Between July 1970 and March 1987, he was a foreman, shop manager, and then promoted as the head of the technical control department, chief engineer of the Kadiyiv (Stakhanov) Machine-Building Plant in the Voroshilovgrad region.

He joined the Communist Party of the Soviet Union in 1973.

In 1978, he graduated from the Donetsk Polytechnic Institute, majoring in industrial production organization, without leaving production.

In March 1987, he was promoted to the Director of the Stakhanov Machine-Building Plant in the Voroshilovgrad Region.

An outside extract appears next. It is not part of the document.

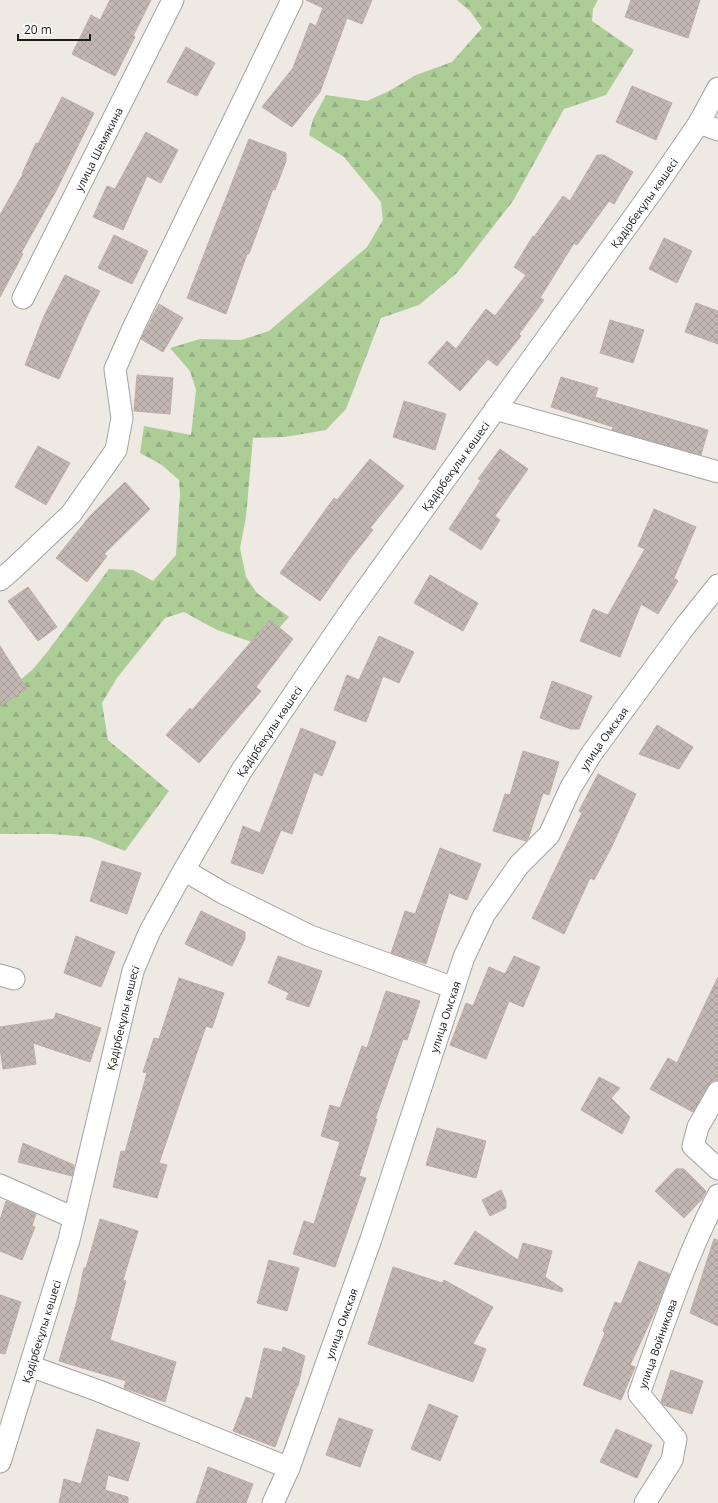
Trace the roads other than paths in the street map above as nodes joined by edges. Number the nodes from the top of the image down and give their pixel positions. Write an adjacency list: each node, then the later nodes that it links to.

Between August 1989 and April 1992, he was the chairman of the executive committee of the Stakhanov City Council of People's Deputies of the Luhansk Oblast.

On 18 March 1990, Fomenko was elected a member of parliament, People's Deputy of Ukraine, 2nd round 51.63% of the vote, 8 applicants to the Verkhovna Rada. He took office on 15 May. He was a member of the Commission on the Activities of Councils of People's Deputies and the Development of Local Self-Government.

In April 1992, Fomenko was appointed as the 1st Deputy Head of the Luhansk Oblast State Administration.

From July 1994 to August 1995, he was the first 1st Deputy Chairman of the executive committee of the Luhansk Regional Council of Workers' Deputies for Executive Work. On 8 August, he became the 1st Deputy Head of the Luhansk Oblast State Administration for the second time.

On 3 November, Fomenko became the acting Governor of Luhansk Oblast, before officially taking office on 8 August 1996.

On 7 April 1998, he left office.

He lived in Luhansk since then, where he died on 22 August 2017.